13. An electronic aquatic survival device according to claim 1, wherein microprocessor is programmed to interpret algorithms, said algorithms corresponding to time/depth integration, said integration being a function of both time/depth data within maximum value, said value being comprised between 10 to 120 seconds for standard devices, preferably 60 seconds.

14. An electronic aquatic survival device according to claim 1, wherein the integrated thermometer is able to provide data to microprocessor, this latter being programmed to trigger the perforating mechanism when a minimum temperature value is being reached, said value being comprised between 0 and 25 degrees celcius, preferably 15 degrees celcius, in order to compensate the counter-effects of hypothermia conditions.

15. An electronic aquatic survival device according to claim 1, wherein incorporated biocaptors in direct contact with bearer skin send real-time data to microprocessor, said processor being programmed to interpret data that discriminate normal heart beat frequencies from abnormal ones, caused by panic or sudden heart problem when bearer is in water, regardless the depth at which an abnormal heart beat frequency is occuring.

16. An electronic aquatic survival device according to claim 1, wherein an underwater alarm alerts the bearer of the said device that a situation that conducts to an automatic deployment of the floating elements is in progress, said automatic deployment being prevented if the situation conditions are changed or modified in terms of depth and/or time passed underwater, to maximum pre-programmed conditions as described in claim 11.

17. An electronic aquatic survival device according to claim 1, wherein the battery or batteries level of charge can be detected according to the color of bicolored LED, said LED being so located on the device that the bearer or an outside person can readily see the unhidden light, the LED illumination period being permanent as the device is ON or being intermittent.

18. An electronic aquatic survival device according to claim 1, wherein a radio-frequency (RF) emitter is incorporated, as an electronic buoy.

19. An electronic aquatic survival device according to claim 1, wherein the electronic buoy can function with a GPS.

20. An electronic aquatic survival device according to claim 1, wherein the collar is made of plastic, said plastic being of any density as long as the overall construction of the said collar is able to float in potable or sea water, allowing simultaneously underwater swimming.

21. An electronic aquatic survival device according to claim 1, wherein its entire construction is environnementally acceptable for pools, beaches and seas.

22. An electronic aquatic survival device according to claim 1, wherein the said device is waterproof in order to avoid water infiltration that may cause bacteria proliferation and/or short-circuits of electronic components.

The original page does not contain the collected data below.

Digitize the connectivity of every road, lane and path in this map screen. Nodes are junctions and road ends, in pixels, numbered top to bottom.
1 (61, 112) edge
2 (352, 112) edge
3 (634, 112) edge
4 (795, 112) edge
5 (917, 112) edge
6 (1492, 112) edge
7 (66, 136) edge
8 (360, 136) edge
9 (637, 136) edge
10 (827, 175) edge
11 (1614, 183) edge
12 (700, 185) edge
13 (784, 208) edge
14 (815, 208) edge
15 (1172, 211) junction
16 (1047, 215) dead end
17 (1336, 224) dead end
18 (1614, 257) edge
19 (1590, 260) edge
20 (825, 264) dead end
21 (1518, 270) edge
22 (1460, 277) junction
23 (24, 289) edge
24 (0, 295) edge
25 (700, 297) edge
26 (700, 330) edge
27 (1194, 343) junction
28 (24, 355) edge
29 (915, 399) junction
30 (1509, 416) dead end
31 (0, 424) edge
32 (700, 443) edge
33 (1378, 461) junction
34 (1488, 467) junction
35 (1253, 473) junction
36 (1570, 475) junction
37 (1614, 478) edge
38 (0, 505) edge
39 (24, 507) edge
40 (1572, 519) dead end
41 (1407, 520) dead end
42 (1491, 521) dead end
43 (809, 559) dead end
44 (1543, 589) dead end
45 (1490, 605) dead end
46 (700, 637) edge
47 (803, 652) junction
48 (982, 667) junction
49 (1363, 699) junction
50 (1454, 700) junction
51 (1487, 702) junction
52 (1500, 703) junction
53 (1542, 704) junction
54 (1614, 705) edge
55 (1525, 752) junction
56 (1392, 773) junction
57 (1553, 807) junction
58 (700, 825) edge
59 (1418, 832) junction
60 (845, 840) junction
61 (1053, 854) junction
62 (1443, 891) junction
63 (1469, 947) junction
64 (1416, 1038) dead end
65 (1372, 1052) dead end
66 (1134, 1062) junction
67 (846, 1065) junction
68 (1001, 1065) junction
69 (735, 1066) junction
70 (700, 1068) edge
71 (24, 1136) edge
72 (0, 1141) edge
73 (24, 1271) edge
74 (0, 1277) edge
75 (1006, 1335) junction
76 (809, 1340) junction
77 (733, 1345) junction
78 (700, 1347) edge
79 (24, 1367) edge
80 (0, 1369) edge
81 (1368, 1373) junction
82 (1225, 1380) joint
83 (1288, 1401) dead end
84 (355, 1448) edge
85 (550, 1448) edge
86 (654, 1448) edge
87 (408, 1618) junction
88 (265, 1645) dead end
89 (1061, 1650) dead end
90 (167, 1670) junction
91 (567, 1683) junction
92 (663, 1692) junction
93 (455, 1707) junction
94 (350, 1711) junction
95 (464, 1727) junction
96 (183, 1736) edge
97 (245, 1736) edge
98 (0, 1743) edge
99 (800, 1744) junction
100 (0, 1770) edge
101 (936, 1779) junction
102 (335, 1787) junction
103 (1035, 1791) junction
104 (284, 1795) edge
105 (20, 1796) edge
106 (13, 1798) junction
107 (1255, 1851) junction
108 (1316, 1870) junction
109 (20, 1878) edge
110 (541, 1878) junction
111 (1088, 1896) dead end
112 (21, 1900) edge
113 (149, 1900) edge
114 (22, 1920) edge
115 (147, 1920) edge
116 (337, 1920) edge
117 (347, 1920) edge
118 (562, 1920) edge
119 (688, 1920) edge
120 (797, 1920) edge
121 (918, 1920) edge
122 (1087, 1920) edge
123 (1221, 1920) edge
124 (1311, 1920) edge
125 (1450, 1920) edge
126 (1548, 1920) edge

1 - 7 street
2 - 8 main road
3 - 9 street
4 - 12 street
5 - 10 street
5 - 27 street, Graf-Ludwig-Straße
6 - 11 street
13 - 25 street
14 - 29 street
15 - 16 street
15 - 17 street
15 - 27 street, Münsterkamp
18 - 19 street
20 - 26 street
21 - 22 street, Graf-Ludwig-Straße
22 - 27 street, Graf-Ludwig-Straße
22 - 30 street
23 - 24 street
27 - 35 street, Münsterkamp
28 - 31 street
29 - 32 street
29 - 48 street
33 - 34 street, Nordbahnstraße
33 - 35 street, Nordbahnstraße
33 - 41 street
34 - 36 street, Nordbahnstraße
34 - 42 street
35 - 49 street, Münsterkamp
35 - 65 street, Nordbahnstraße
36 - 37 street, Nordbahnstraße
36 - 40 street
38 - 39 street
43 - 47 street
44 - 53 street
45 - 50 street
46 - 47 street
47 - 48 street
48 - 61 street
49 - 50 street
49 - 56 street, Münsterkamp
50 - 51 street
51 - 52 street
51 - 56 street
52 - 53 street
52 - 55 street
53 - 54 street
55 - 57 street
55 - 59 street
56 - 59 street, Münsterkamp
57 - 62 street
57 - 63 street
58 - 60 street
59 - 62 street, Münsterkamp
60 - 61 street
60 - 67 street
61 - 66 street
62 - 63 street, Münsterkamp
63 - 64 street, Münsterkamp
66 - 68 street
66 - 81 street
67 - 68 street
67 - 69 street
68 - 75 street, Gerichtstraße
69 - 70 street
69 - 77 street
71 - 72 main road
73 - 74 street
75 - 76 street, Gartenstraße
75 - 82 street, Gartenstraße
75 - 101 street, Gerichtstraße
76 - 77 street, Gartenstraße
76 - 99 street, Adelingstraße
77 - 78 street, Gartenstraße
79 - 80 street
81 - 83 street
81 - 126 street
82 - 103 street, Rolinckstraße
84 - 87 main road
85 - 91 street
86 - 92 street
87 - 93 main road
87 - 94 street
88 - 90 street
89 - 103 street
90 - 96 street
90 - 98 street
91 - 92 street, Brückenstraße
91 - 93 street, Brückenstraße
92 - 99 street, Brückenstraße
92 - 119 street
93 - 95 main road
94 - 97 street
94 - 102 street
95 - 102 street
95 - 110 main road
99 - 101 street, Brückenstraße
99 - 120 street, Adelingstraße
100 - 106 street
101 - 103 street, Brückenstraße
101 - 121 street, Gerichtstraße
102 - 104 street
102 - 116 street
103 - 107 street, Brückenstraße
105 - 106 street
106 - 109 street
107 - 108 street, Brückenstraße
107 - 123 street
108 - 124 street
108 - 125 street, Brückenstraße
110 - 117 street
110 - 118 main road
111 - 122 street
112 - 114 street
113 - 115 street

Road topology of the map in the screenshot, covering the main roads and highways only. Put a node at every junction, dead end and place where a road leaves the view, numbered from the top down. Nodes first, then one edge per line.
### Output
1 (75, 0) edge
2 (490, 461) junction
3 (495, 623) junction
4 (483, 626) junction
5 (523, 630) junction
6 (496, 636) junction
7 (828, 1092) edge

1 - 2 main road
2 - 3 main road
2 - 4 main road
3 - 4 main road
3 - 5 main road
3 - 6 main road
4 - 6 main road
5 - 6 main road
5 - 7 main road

23. An electronic aquatic survival device according to claim 1, wherein the overall construction is solid enough to sustain normal targeted applications, and simultaneously be light enough to be confortably worn regardless bearer's weight or age.

24. An electronic aquatic survival device according to claim 1, wherein the said device is designed for human beings but can be adapted to as well to animals such as dogs, cats or horses as examples.